Le secteur de la viande de chevreau a été marqué par une date de Pâques tardive, mais la demande à l’export a tiré le marché… et les prix.
Malgré une collecte baissière en France et l’effondrement des importations, les fabrications de fromages de chèvre se sont bien maintenues, au détriment de la reconstitution des stocks de produits de report. Alors même que les disponibilités se tendent, la dynamique de la consommation domestique tire le marché.
Une collecte toujours baissière
A 153 millions de litres fin avril, la collecte cumulée de lait de chèvre a baissé de 2% par rapport à 2018, soit près de 3 millions de litres. Malgré un cheptel haussier selon l’enquête cheptel du SSP de fin 2018, la mauvaise qualité des fourrages distribués en début d’année a freiné les performances zootechniques des chèvres. Par ailleurs, ce repli est accentué en cette période de hausse saisonnière de la collecte par un effet « décalage des naissances » début 2019, qui a entrainé un retard de démarrage des lactations.

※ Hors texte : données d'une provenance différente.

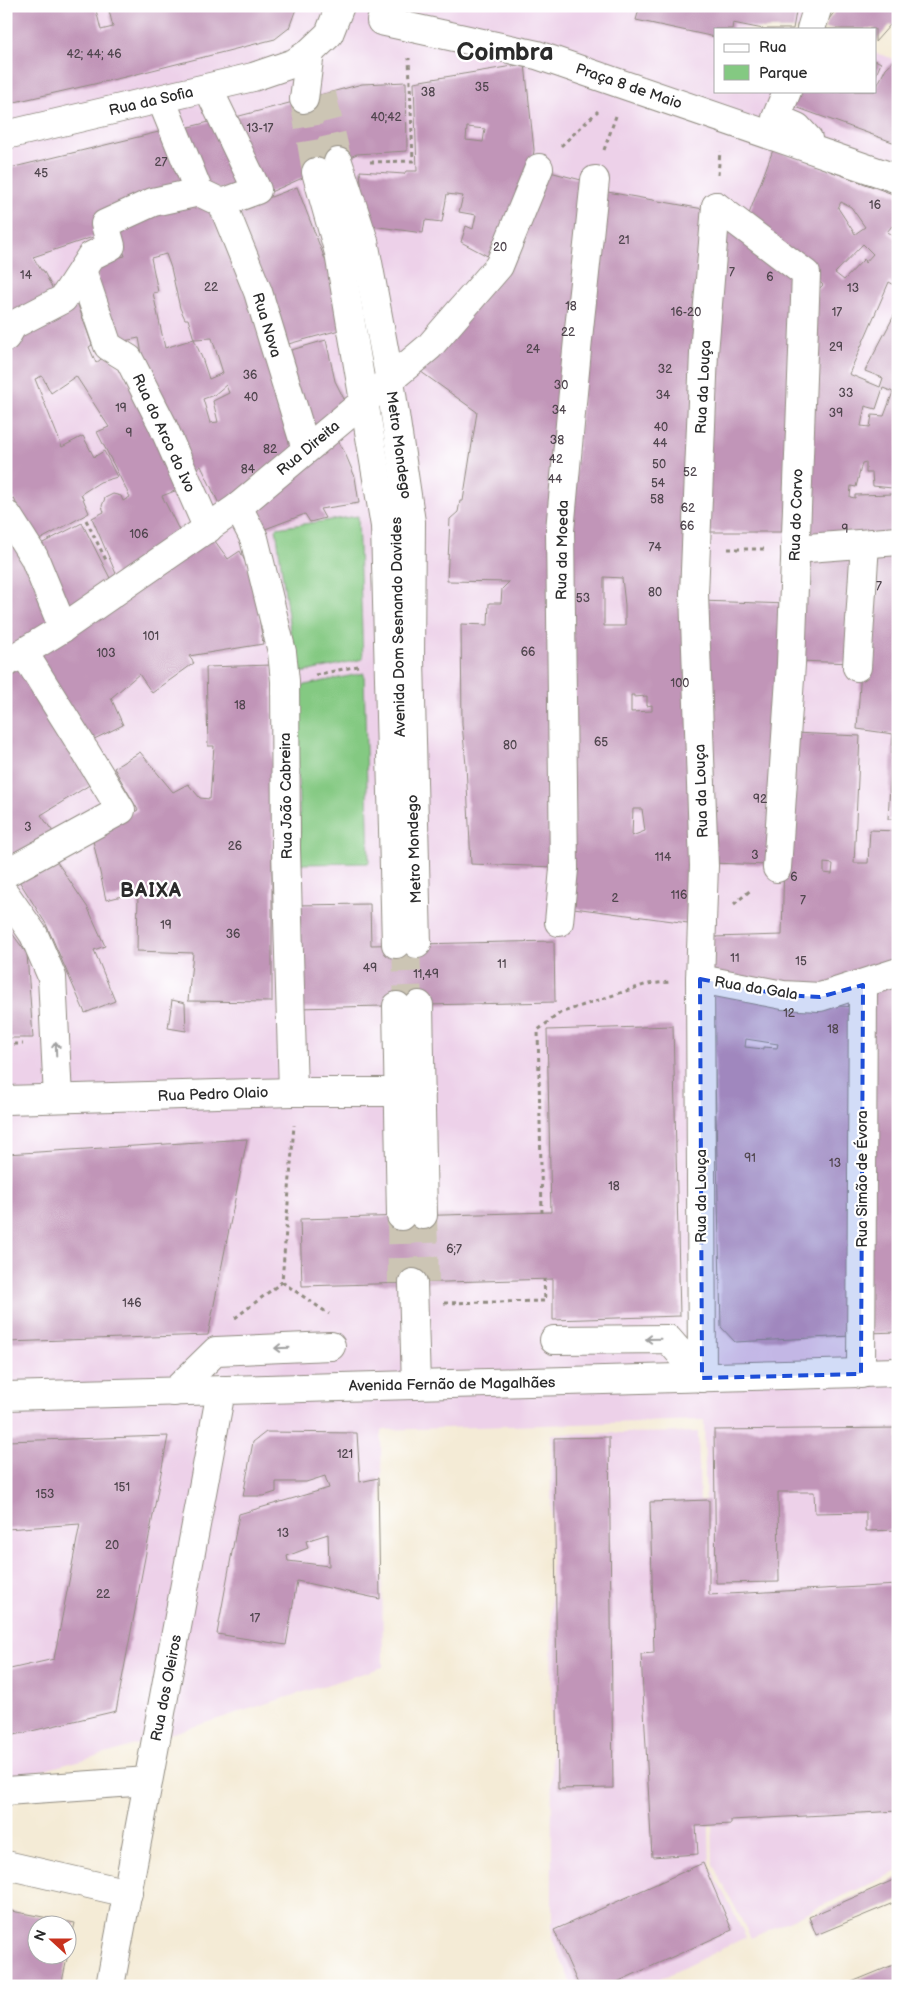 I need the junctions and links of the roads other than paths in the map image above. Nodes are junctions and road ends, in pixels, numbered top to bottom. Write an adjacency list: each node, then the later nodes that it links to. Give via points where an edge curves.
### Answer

La baisse de collecte dans l’Hexagone semble en effet ralentir, à seulement -1% en avril contre près de -3% en janvier et -2% en février et mars. On devrait ainsi vraisemblablement assister à une récupération des volumes à partir du pic de collecte de mai.
Les importations s’effondrent
Simultanément à la baisse de collecte française, les importations de produits de report se sont effondrées (-55% /2018 ;-24 millions de litres), à près de 20 millions de litres au 1er quadrimestre. Cette chute s’explique par la baisse des disponibilités en Espagne, où la collecte a été amputée de 4% au 1er trimestre (-5 millions de litres), et surtout par l’explosion consécutive du prix du lait espagnol, devenu moins attractif. Au final, la réduction des importations est responsable de près de 89% de la baisse des approvisionnements des transformateurs français, qui ont atteint 173 millions de litres en cumul sur 4 mois, soit un niveau similaire à celui des années 2013 et 2014 marquées par une pénurie de fromages de chèvre. Afin de fournir le marché en produits caprins, les transformateurs se sont ainsi trouvés dans l’impossibilité de reconstituer les stocks de produits de report nécessaires au maintien des fabrications en fin d’année : à 4 484 t fin avril, ils ont chuté de près de 51% /2018.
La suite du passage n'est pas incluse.